━━━ Supplied data

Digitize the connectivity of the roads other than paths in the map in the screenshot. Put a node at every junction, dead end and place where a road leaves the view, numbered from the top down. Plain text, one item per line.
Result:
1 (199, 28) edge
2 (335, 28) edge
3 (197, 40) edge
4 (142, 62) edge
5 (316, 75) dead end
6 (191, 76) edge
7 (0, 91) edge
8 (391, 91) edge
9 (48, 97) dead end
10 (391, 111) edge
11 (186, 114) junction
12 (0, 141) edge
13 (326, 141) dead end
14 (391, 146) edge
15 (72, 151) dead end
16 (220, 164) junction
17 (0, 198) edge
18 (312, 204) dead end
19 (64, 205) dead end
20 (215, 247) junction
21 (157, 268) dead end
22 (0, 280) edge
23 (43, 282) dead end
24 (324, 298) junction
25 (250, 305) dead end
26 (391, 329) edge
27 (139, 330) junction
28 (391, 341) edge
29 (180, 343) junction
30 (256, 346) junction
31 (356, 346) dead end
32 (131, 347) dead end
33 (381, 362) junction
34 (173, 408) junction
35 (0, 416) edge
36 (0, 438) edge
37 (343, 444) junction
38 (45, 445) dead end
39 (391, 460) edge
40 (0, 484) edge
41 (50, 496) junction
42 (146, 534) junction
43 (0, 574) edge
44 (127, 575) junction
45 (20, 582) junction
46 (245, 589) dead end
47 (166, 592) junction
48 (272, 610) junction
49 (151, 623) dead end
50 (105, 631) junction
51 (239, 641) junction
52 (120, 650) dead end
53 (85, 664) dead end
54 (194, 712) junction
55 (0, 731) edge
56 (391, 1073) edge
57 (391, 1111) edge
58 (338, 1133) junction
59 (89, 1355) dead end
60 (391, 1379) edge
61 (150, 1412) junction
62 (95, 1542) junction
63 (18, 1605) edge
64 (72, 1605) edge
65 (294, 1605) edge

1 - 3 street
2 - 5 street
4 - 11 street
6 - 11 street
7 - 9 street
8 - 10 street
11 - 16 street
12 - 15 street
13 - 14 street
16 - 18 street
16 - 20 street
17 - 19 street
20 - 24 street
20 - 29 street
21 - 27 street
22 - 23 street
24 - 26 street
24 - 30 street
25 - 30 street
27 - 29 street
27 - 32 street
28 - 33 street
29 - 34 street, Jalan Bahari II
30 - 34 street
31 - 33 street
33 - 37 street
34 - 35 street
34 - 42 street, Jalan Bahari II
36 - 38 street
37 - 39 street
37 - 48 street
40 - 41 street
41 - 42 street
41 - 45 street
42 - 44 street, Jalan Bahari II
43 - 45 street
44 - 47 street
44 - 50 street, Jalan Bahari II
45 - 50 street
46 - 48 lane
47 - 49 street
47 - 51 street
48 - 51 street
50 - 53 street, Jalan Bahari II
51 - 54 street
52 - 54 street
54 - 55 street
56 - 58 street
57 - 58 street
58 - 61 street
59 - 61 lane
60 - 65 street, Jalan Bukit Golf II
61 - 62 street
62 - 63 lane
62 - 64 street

━━━━━━

*What is being asked*: Whenever the word "Bahari" shows up in a line of the entries, list that line.

*Response below*:
29 - 34 street, Jalan Bahari II
34 - 42 street, Jalan Bahari II
42 - 44 street, Jalan Bahari II
44 - 50 street, Jalan Bahari II
50 - 53 street, Jalan Bahari II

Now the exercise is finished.